- [Exercise]:
Determine the number of lines in the listing that contain "wrist". Write only that number.
*** Opening Records for the task ***
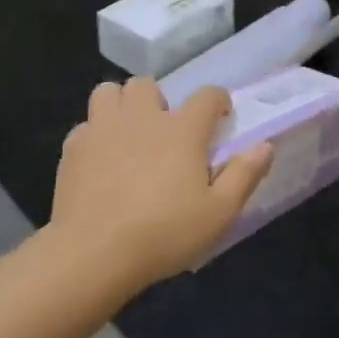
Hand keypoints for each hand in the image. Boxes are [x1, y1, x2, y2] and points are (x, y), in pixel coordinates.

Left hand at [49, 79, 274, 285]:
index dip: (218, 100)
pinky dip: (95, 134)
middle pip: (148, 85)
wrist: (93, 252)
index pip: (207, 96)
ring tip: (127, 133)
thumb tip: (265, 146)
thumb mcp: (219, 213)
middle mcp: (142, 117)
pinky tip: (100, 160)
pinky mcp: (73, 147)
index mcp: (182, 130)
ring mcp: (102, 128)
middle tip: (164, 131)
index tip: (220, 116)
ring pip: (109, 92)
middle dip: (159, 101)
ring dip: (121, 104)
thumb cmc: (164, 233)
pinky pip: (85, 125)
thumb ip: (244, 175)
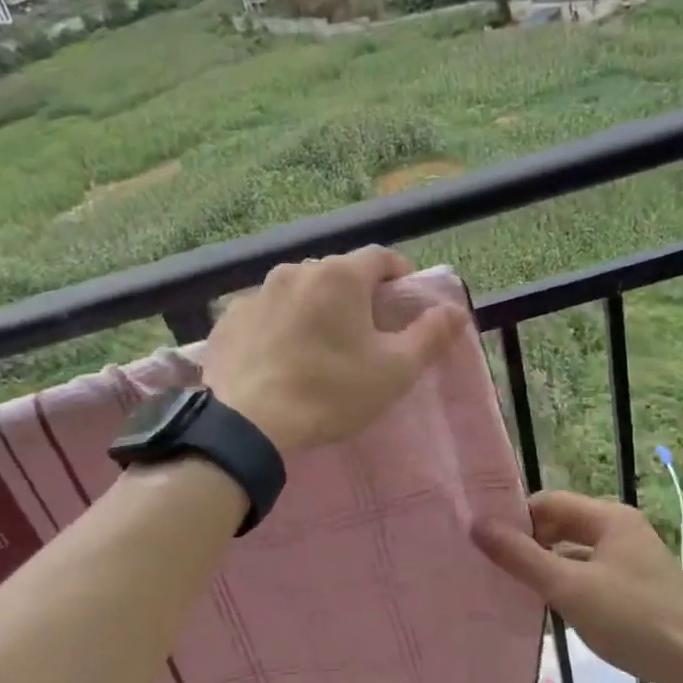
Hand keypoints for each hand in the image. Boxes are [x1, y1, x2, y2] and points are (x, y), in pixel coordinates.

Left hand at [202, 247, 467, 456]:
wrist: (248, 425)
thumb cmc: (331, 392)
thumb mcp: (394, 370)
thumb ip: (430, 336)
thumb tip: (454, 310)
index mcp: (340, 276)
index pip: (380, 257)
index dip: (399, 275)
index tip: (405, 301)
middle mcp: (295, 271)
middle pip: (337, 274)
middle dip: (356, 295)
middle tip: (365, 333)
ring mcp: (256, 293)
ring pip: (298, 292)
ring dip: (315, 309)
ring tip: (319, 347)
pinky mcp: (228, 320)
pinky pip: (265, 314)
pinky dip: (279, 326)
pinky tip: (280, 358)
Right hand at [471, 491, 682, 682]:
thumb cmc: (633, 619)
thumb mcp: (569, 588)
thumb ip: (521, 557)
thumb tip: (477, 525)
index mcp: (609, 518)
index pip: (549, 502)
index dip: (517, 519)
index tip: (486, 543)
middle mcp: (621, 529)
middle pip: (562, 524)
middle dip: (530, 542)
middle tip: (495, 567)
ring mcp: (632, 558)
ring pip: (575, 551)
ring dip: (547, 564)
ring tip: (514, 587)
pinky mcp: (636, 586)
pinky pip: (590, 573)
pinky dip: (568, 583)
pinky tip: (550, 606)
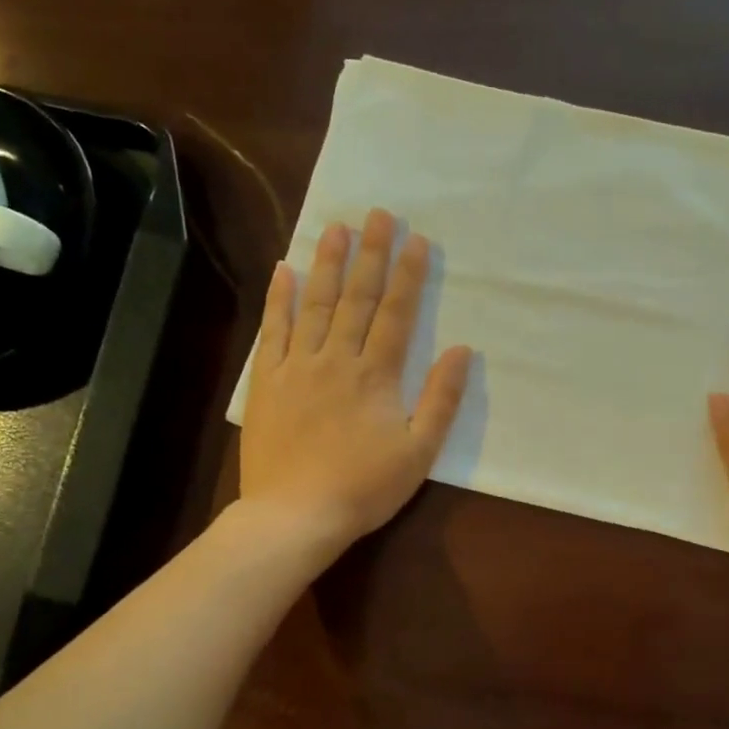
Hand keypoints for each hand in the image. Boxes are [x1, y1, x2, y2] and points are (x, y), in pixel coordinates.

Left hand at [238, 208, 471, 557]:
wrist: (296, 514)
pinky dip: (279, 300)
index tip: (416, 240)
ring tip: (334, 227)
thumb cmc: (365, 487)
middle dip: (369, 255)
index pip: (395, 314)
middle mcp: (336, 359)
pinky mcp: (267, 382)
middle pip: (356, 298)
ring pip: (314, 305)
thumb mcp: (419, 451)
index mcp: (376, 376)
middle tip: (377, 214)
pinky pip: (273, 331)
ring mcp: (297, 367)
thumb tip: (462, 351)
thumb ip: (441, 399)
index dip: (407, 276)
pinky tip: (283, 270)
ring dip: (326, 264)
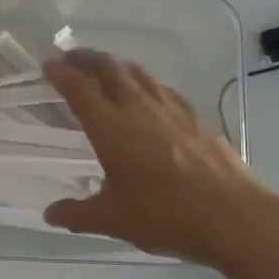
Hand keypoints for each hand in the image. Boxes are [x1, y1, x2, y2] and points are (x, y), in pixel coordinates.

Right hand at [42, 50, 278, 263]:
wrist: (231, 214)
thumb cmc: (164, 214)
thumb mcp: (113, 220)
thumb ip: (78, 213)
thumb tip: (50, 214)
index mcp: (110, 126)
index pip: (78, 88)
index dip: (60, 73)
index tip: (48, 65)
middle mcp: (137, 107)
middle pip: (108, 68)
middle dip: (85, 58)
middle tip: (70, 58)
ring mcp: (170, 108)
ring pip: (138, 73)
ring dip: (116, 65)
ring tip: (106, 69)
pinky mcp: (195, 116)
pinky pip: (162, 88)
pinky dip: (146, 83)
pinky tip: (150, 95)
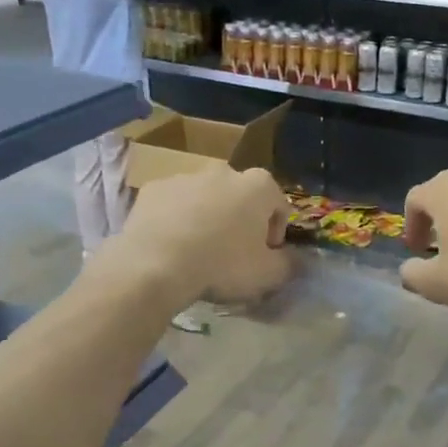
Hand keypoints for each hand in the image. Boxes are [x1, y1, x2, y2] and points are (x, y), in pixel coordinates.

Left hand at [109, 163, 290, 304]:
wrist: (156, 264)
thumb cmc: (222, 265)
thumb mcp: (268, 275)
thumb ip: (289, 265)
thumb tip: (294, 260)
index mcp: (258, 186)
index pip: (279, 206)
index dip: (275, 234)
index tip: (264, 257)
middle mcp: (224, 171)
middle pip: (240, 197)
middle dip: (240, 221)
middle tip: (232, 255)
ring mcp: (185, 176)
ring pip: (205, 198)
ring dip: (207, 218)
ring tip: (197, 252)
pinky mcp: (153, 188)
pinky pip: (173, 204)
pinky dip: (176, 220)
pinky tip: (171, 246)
*** Closing Records for the task ***
*** Opening Records for the task ***
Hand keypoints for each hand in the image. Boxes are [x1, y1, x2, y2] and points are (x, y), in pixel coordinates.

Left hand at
*** Closing Records for the task ***
*** Opening Records for the task ***
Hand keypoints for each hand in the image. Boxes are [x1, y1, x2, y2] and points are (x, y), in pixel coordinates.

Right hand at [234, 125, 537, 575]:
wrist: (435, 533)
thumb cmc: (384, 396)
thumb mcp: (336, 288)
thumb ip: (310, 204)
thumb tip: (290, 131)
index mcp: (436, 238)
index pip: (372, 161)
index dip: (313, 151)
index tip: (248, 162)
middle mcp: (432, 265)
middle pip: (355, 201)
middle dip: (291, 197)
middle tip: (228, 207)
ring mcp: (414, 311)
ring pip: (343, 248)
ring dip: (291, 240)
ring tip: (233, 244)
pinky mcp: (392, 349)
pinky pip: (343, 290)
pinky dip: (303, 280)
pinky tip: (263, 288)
*** Closing Records for the task ***
- [Result of the exercise]:
6